June 6, 2012

Running: It's Who I Am

When I was a child, my family thought the way I ran was funny. My dad used to, as a joke, have me run on ahead of the family, and everyone would laugh at me.  I didn't mind; I'm sure I DID run funny, and I certainly wasn't an athlete. I didn't mind adding some amusement to family outings. I hated running, and hated all things athletic. I was always the last picked for teams in P.E. Running laps in P.E., whether it was in elementary school, junior high or high school was tortuous for me.

Well, who's laughing now?

I may not be the fastest runner out there, and I may not run the farthest distances....but I am a runner.

I am now 42 years old, and just completed my 13th half marathon. I have also completed one full marathon and a gazillion 5ks.  More than that, running is in my blood.  It's in my soul. It's who I am.  I am a runner.

I don't run every day; my body injures too easily for that.  I try to run 3 times a week (two short runs and one long run).  I cross train on the other 4 days of the week, swimming and cycling my little heart out, training for my triathlons.  I love biking and swimming, but running is my true love.  I am a runner first.

I don't remember the day I became a runner.  I started running in 1998, doing tons of 5ks, then doing my first half marathon in 1999.  I then quit running.  I started again in 2003, and took up running because I wanted to cross "run a full marathon" off my bucket list.

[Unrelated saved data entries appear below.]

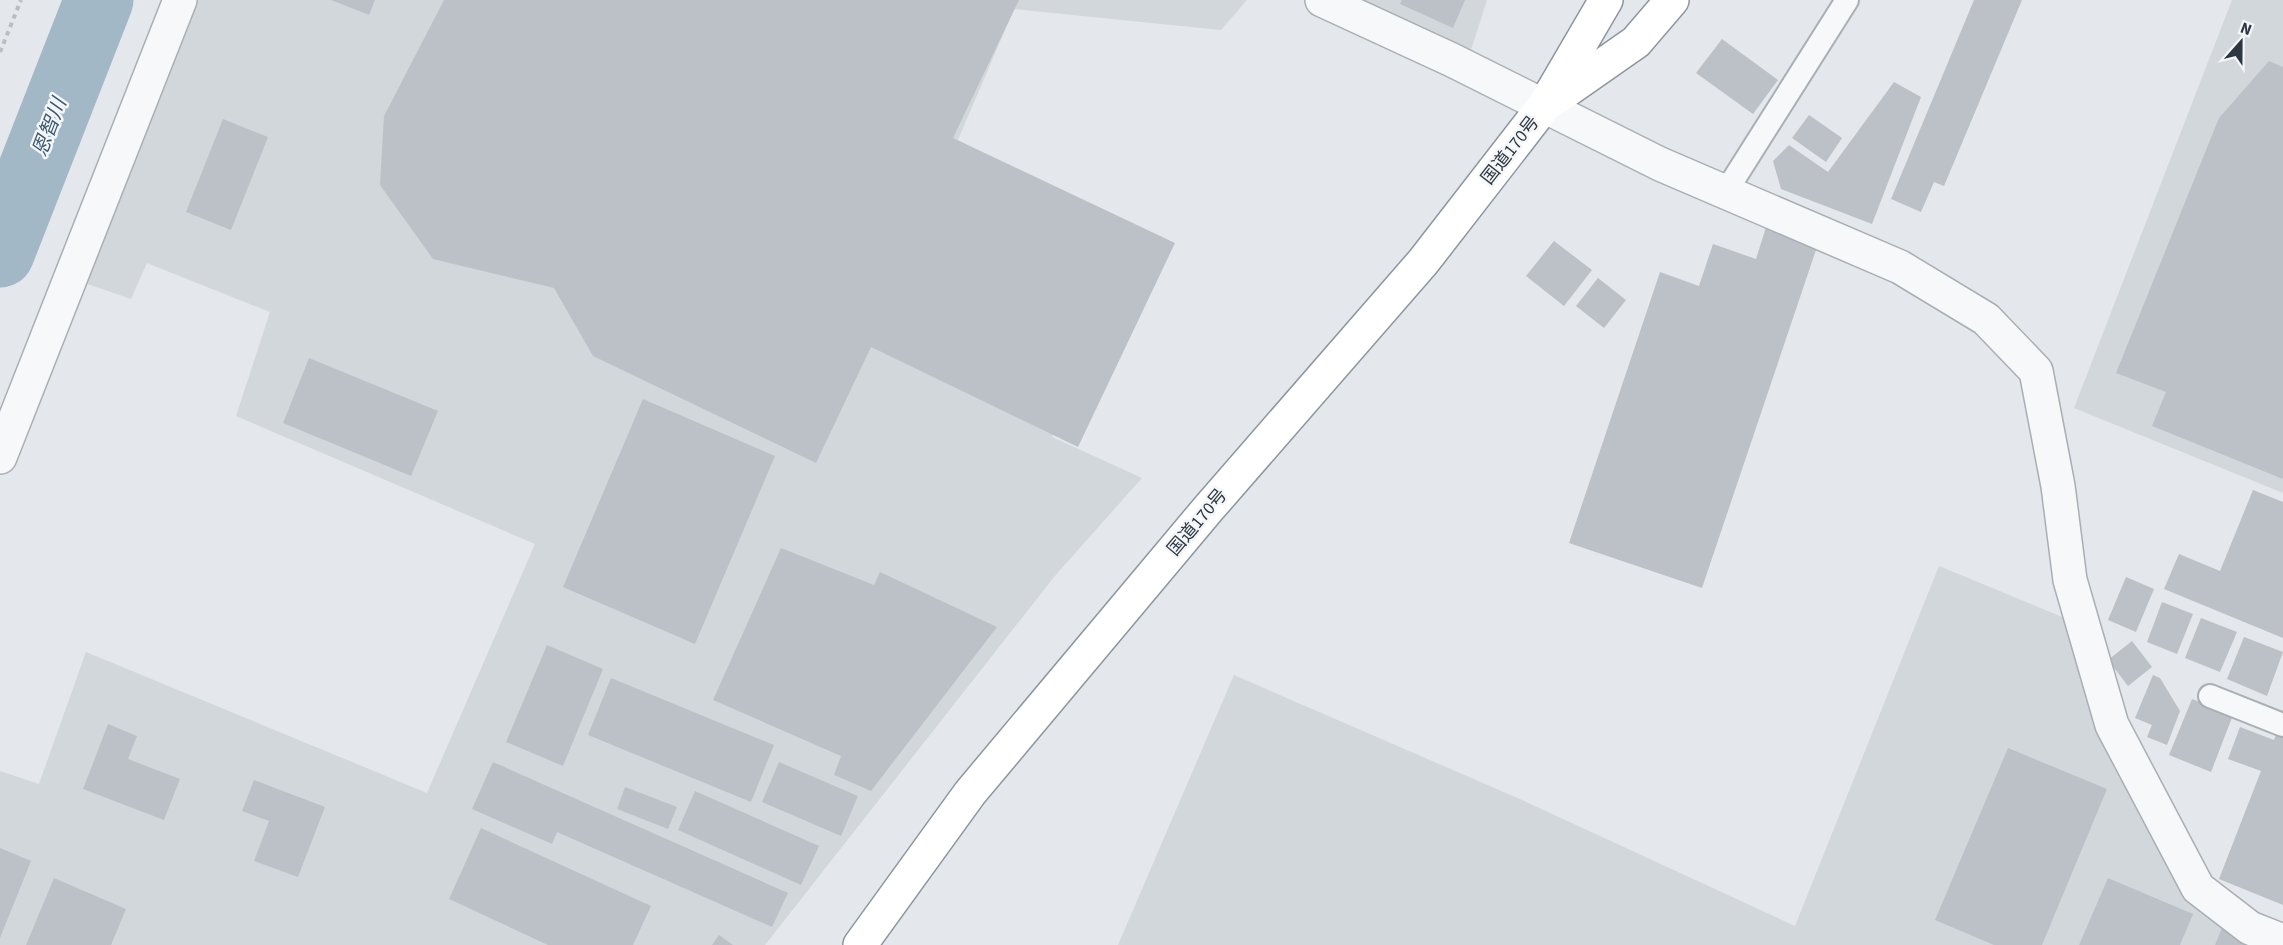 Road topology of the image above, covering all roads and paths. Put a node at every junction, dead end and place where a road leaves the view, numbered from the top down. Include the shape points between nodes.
1 (21, 0) edge
2 (180, 0) edge
3 (1322, 0) edge
4 (1606, 0) edge
5 (1672, 0) edge
6 (1847, 0) edge
7 (0, 52) edge
8 (1544, 106) junction
9 (1725, 193) junction
10 (0, 457) edge
11 (2210, 696) dead end
12 (2283, 725) edge
13 (2283, 941) edge
14 (860, 945) edge

1 - 7 path
2 - 10 street
3 - 8 street
4 - 8 highway, 国道170号
5 - 8 highway, 国道170号 via 1636,42
6 - 9 lane
8 - 9 street
8 - 14 highway, 国道170号 via 1423,261 970,793
9 - 13 street via 1900,267 1986,319 2036,371 2058,486 2070,580 2112,724 2198,888 2250,928
11 - 12 lane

I did, and quit running again immediately after.  I started to run again in the beginning of 2010, two and a half years ago, and I haven't stopped.  It's now a core part of who I am, and I can't imagine ever NOT running. When I'm injured I do everything I can to get back to running. I am a runner.

Not all runs are good.  Some runs suck.  Some runs hurt.  Some runs I feel like I'm slogging through, gasping for air, enduring all sorts of pain in my feet and legs.  But then there are the good ones.  The ones that feel like I'm literally flying, that my feet aren't touching the ground. The runs where I start upset about a problem, and come home with the solution all sorted out in my head.  The runs where I feel like I can run for miles and miles and miles.  Most runs, for me, lie somewhere in the middle.  Again, not all runs are good----but the great ones keep me coming back for more.

I don't run to lose weight, or to even maintain my figure (although I HAVE lost weight as a natural byproduct, going from a size 8 to a solid size 6---and now a size 4 in most clothes).  I started to run to be healthy.  My family has a horrific history of heart disease, on both sides of the family, and I woke up one day and realized I needed to do something to avoid that fate.  I also have osteopenia, which is one step above osteoporosis, and I decided that instead of taking medication, I would do life-style changes (calcium, vitamin D, and running).  Running is the ultimate weight-bearing exercise, which can increase bone density. Of course, there is no guarantee I won't have a heart attack, or develop osteoporosis, but I'd like to think I'm trying my hardest in terms of prevention.

I don't talk about it much in real life, because I think people would think I'm a freak, but I think about running often.  Actually, I think about it an awful lot.  I love to read blogs written by other runners, reading race recaps for races I've never run, run by people I've never met. It inspires me.  I get happy when my copy of Runner's World comes in the mail. Most importantly, I've connected with an amazing community of runners on Twitter and dailymile.  I love talking about my runs, and hearing about others'.  And I relate to my friends in real-life the most when they run, too. I have friends who hate running.  What?!? I can't fathom it. Not anymore.  The woman I've become is a runner.

I love other runners.  Not every runner is nice, and not every runner is someone I relate to, but by and large I think runners are the best people out there.  There are many communities I can relate to--women, moms, moms with kids with special needs, the Jewish community, heck, even triathletes--but put me in the middle of an expo before a race, or in the middle of the pack during a half marathon, and I feel at home.  Runners are my peeps.  I understand them, and they understand me.  I love talking about all things running:  training plans, races, shoes, injuries, gear.  Oh, the gear.  Only another runner understands getting up at the crack of dawn on a Sunday, when everyone else is sleeping in, to get their miles in.

Today is National Running Day, and fittingly, I celebrated with a run.  I went on a 21 mile bike ride with a friend, and then ran 2 glorious hot and hilly miles after, making a brick for my triathlon training and an ode to my beloved running.  Happy National Running Day, friends,  Run like the wind, and enjoy your miles. I know I did....because I'm a runner.